Variations in findings may also be influenced by differences in study design and methodological quality. Studies with more rigorous designs, such as randomized controlled trials25,27,28,32,34,35,39,40,43,47,51,53,57,58,69 tended to provide more robust evidence, whereas studies with simpler designs often reported improvements primarily in short-term or self-reported outcomes. This underscores the importance of interpreting the findings cautiously in light of the overall quality of evidence.

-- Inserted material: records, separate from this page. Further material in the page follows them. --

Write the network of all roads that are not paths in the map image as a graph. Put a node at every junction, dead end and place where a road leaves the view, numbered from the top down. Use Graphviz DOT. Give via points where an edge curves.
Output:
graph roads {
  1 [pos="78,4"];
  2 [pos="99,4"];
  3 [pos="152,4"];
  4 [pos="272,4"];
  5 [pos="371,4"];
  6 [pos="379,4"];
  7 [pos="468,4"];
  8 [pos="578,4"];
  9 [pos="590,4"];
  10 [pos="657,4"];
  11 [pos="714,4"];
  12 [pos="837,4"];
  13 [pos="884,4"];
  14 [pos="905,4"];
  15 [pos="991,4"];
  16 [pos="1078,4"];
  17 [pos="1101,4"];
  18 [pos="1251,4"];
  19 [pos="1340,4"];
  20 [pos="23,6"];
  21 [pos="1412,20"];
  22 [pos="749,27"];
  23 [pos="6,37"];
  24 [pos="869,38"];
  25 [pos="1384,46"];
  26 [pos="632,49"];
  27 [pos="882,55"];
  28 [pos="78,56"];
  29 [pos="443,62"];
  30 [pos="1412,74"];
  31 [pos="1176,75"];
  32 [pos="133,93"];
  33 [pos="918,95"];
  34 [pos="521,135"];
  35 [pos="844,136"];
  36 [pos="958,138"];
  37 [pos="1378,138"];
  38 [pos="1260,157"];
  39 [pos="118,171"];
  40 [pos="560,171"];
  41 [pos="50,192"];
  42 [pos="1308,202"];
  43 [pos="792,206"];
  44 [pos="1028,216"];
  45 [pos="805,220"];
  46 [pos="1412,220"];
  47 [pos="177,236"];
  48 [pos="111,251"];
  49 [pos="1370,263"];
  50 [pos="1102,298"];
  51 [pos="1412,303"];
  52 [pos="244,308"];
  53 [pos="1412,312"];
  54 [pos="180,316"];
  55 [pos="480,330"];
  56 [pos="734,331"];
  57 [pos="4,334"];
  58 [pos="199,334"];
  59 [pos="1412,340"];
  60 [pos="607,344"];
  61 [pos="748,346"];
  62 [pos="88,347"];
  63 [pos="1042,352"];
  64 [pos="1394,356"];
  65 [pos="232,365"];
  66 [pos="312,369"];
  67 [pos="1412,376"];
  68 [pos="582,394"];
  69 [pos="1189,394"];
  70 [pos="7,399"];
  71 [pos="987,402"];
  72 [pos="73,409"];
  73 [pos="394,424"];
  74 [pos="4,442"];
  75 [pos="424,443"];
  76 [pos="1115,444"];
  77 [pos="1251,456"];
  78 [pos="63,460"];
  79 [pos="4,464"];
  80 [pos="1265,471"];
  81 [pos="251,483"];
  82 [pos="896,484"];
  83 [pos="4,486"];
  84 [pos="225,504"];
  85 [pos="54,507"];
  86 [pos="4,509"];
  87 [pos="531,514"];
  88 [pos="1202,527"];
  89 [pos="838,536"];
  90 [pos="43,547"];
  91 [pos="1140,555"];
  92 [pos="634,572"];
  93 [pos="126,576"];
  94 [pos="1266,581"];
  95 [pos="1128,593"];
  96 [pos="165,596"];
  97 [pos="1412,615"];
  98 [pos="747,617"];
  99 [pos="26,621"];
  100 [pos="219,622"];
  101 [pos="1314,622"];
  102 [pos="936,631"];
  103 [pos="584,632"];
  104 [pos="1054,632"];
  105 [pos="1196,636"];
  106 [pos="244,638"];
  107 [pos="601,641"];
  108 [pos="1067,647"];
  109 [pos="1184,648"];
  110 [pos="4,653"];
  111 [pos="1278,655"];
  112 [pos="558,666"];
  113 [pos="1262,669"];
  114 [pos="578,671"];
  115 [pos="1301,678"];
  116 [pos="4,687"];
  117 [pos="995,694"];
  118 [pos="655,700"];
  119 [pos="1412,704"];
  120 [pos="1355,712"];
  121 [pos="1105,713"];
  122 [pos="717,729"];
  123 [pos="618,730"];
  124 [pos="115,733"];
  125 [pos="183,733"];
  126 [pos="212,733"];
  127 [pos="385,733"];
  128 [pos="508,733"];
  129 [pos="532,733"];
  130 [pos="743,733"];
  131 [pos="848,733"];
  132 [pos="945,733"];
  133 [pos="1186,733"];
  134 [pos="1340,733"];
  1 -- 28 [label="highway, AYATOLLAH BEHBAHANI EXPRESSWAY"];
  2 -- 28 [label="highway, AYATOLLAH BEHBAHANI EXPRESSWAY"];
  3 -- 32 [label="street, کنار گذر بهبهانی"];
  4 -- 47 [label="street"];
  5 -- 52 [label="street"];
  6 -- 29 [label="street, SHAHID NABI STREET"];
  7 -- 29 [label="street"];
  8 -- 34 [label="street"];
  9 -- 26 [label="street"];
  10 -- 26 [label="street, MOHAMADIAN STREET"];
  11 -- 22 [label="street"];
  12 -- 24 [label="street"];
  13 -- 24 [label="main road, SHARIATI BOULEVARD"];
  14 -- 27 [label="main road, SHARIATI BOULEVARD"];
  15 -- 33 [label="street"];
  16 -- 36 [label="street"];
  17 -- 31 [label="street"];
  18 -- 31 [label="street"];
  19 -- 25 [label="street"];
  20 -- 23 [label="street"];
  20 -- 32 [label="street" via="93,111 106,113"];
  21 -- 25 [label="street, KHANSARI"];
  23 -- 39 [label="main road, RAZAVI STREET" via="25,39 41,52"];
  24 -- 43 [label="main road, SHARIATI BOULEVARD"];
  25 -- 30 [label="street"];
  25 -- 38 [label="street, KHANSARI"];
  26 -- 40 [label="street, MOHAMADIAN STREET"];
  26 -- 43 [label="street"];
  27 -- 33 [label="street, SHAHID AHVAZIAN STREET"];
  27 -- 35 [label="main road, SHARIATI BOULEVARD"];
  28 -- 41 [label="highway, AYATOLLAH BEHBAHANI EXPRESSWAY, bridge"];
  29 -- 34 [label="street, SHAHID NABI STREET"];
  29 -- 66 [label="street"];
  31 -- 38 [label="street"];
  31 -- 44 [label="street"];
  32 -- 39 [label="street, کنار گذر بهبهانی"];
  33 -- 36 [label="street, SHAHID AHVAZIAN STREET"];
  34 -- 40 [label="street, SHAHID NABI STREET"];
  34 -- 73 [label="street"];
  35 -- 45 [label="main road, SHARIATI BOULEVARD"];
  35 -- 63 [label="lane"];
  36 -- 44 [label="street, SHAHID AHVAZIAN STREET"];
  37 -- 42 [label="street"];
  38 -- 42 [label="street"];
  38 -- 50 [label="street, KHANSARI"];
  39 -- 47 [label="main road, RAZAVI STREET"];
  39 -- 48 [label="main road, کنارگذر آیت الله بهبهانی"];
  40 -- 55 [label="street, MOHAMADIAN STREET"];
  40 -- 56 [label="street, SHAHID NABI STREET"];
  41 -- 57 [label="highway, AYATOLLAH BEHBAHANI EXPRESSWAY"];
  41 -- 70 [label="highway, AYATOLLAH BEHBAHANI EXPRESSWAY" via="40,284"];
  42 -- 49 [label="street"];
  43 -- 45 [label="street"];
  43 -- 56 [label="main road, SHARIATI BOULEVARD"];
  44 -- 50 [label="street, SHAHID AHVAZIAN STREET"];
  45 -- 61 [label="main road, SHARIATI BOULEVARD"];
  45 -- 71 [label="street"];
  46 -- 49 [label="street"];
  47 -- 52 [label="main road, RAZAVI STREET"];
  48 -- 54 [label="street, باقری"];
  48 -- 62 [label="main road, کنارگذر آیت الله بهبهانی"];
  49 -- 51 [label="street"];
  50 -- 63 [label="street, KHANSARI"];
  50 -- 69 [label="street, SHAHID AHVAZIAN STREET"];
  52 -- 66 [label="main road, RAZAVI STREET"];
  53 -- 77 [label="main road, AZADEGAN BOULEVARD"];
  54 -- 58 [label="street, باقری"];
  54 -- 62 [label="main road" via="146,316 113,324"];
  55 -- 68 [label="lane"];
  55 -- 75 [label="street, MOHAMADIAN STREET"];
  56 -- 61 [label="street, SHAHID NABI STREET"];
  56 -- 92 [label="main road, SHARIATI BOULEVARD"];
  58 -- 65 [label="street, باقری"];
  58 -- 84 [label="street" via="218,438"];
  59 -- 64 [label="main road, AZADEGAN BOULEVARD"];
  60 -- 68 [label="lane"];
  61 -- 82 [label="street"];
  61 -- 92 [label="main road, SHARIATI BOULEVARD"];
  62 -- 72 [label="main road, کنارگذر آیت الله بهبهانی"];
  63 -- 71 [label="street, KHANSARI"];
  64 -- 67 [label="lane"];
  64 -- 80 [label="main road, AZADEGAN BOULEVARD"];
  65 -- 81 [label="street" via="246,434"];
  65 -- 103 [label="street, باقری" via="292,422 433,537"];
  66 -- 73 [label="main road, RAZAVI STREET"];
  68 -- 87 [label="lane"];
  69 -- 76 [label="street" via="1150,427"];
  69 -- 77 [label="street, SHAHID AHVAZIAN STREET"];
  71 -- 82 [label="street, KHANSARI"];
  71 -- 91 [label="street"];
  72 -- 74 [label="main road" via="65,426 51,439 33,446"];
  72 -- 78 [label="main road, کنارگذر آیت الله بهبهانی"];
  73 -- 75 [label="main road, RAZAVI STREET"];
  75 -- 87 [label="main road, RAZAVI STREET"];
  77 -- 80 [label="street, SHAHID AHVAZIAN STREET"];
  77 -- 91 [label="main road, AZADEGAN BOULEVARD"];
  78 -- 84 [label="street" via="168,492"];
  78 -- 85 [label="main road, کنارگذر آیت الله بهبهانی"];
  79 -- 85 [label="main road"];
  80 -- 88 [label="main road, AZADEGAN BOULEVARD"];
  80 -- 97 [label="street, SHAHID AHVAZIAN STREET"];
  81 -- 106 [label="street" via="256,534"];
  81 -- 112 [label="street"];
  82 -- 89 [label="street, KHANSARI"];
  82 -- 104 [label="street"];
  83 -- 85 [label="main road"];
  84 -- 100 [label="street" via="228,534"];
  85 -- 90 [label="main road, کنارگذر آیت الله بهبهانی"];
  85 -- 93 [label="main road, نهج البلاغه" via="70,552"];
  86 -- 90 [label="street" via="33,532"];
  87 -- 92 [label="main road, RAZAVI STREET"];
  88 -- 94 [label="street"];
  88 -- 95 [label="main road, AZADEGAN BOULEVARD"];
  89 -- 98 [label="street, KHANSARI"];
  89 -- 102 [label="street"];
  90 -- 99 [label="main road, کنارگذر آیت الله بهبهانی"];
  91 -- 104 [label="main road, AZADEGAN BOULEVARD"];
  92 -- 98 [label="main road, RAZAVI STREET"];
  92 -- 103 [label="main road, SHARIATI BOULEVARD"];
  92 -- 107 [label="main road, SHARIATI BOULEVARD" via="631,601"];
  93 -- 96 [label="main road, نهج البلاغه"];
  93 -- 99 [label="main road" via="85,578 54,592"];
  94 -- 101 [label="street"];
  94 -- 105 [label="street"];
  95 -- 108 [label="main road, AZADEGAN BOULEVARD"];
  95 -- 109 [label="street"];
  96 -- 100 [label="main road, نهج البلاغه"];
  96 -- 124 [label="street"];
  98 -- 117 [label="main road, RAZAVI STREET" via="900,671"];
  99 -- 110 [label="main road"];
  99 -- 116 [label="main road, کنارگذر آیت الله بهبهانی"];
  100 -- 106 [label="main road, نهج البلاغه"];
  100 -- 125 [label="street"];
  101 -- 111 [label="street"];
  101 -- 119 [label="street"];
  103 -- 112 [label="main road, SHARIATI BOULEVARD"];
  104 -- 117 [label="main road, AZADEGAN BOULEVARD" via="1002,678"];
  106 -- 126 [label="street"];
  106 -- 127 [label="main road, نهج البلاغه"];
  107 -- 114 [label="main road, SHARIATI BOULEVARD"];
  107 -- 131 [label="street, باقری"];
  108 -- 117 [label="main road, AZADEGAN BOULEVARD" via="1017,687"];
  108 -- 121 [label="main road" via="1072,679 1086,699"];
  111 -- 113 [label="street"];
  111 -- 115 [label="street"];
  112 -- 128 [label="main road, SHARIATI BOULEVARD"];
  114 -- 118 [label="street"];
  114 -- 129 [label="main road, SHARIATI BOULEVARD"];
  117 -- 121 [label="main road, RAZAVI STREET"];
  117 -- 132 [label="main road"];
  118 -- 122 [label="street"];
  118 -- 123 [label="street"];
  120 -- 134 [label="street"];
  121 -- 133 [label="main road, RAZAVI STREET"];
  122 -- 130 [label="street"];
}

In addition, contextual and cultural factors play an important role in determining intervention effectiveness. Most mentoring models identified in this review were relatively generic and not specifically tailored to local cultural contexts, which may limit their relevance and long-term sustainability. Several studies highlighted the importance of culturally adapted and community-based approaches in improving intervention acceptance and sustainability.49,66 Interventions that incorporated culturally adapted approaches and community engagement strategies tended to show more meaningful and contextually appropriate outcomes.
Limitation
This review has several limitations. The heterogeneity of study designs, intervention types, and outcome measures precluded a quantitative synthesis. In addition, many studies focused on short-term outcomes, with limited evidence on long-term impacts. Although this review included studies published in both English and Indonesian, differences in language and database indexing may still introduce potential bias.
Conclusion
This systematic literature review synthesizes evidence from 52 studies on health cadre mentoring models for stunting prevention. The findings indicate that most mentoring interventions are effective in improving cadre knowledge, skills, and engagement; however, only a smaller proportion of studies demonstrate direct effects on child nutritional outcomes. Mentoring approaches that combine structured training, supervision, and community-based activities appear to be more effective, particularly when implemented continuously rather than as short-term interventions. Participatory and culturally adapted approaches were also associated with better acceptance and sustainability of interventions.
Despite these positive findings, the limited impact on child nutritional outcomes suggests that strengthening cadre capacity alone may not be sufficient. Future interventions should integrate behavior change theory more explicitly and address broader determinants such as motivation, social norms, and environmental factors to achieve sustained improvements. Overall, health cadre mentoring models have strong potential to support stunting prevention programs; however, their effectiveness depends on implementation quality, contextual adaptation, and long-term system support. Further research is needed to develop and evaluate sustainable, context-sensitive, and theory-informed mentoring models.
Acknowledgments
This publication charge is funded by Unpad through the Indonesian Endowment Fund for Education (LPDP) on behalf of the Indonesian Ministry of Higher Education, Science and Technology and managed under the EQUITY Program (Contract No. 4303/B3/DT.03.08/2025 and 3927/UN6. RKT/HK.07.00/2025). The first author is supported by a doctoral scholarship from the Ministry of Health, Republic of Indonesia, with grant number HK.02.03/F/2582/2024, which enables her to continue her doctoral studies at the Faculty of Medicine, Universitas Padjadjaran.
Disclosure
The authors declare that there are no conflicts of interest in the writing or publishing of this article.